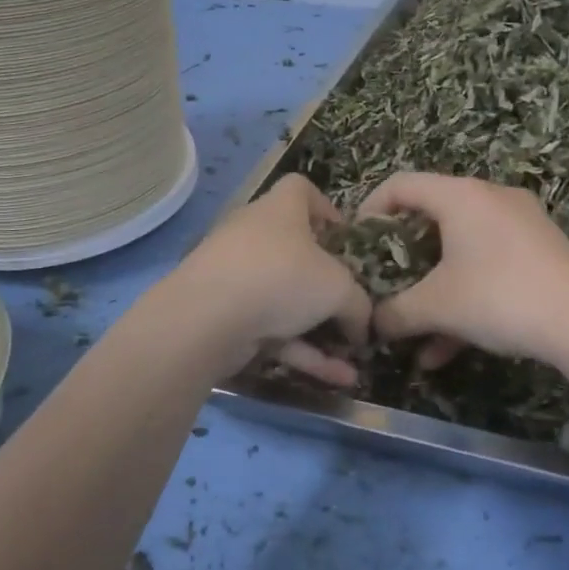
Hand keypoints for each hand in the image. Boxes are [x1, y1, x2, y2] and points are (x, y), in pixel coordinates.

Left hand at [176, 175, 371, 387]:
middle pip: (295, 250)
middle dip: (326, 281)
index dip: (326, 208)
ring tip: (354, 360)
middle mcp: (255, 236)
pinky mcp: (227, 316)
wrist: (206, 318)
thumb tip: (362, 325)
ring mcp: (237, 277)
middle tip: (352, 304)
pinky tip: (338, 380)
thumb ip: (358, 304)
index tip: (345, 238)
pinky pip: (273, 331)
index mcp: (281, 209)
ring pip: (286, 300)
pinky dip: (303, 352)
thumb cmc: (281, 276)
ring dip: (321, 331)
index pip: (300, 189)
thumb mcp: (338, 287)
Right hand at [358, 173, 568, 366]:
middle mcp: (490, 199)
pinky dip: (465, 298)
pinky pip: (489, 267)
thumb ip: (395, 313)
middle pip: (431, 218)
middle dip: (403, 258)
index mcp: (460, 195)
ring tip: (414, 333)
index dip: (370, 209)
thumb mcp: (437, 306)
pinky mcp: (541, 252)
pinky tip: (448, 349)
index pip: (401, 184)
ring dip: (434, 290)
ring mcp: (520, 224)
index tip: (357, 243)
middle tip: (385, 283)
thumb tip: (371, 324)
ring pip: (461, 251)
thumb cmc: (499, 296)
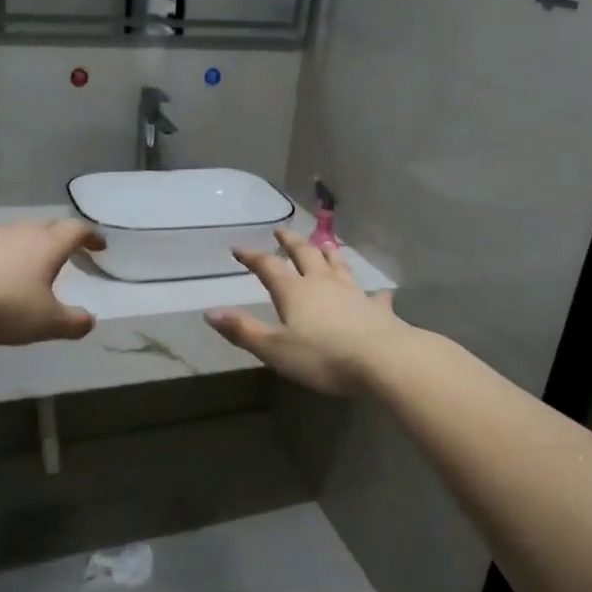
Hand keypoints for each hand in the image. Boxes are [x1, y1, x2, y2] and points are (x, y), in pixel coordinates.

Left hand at [0, 220, 105, 345]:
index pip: (76, 230)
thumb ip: (73, 323)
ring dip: (30, 246)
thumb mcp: (47, 323)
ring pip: (18, 234)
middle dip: (61, 238)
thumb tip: (90, 321)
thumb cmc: (5, 306)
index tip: (99, 246)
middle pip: (47, 227)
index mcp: (48, 244)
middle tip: (68, 254)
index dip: (91, 236)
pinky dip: (4, 256)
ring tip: (32, 266)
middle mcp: (21, 232)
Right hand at [207, 229, 406, 394]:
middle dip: (291, 242)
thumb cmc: (322, 356)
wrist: (382, 360)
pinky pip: (374, 296)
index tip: (239, 248)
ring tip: (324, 243)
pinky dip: (373, 293)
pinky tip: (378, 292)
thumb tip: (210, 313)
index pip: (268, 267)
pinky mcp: (377, 310)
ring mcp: (353, 294)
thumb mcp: (274, 349)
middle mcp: (323, 284)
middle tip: (282, 230)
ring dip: (329, 254)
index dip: (252, 257)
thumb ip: (244, 330)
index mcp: (294, 292)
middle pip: (305, 255)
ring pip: (339, 266)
::::::::
What you will do
The required output is a verbatim repetition of the lines from the opening of the entries above through the line containing "pinky tip: (448, 349)", inclusive, with no pictures and nothing else.

Output for this exercise
Hand keypoints for each hand in the image. Boxes are [x1, y1, x2, y2] and points are (x, y), in pixel coordinates.

Left hand at [176, 175, 371, 387]:
middle pip: (295, 250)
middle dip: (326, 281)
index dip: (326, 208)
ring tip: (354, 360)
middle mcp: (255, 236)
pinky mcp: (227, 316)
wrist: (206, 318)
thumb tip: (362, 325)
ring mcp: (237, 277)
middle tip: (352, 304)
pinky tip: (338, 380)
thumb ip: (358, 304)
index tip: (345, 238)
pinky pip: (273, 331)
index mcp: (281, 209)
ring pip: (286, 300)
pinky dip: (303, 352)
thumb cmc: (281, 276)
ring dip: (321, 331)
index pip: (300, 189)
thumb mcp: (338, 287)
Right hand at [358, 173, 568, 366]:
middle mcp: (490, 199)
pinky dip: (465, 298)
pinky pip: (489, 267)
thumb ip: (395, 313)
middle pip: (431, 218)
middle dip: (403, 258)
index mcp: (460, 195)
ring tip: (414, 333)
index dip: (370, 209)
thumb mcp: (437, 306)
pinky mcp: (541, 252)
pinky tip: (448, 349)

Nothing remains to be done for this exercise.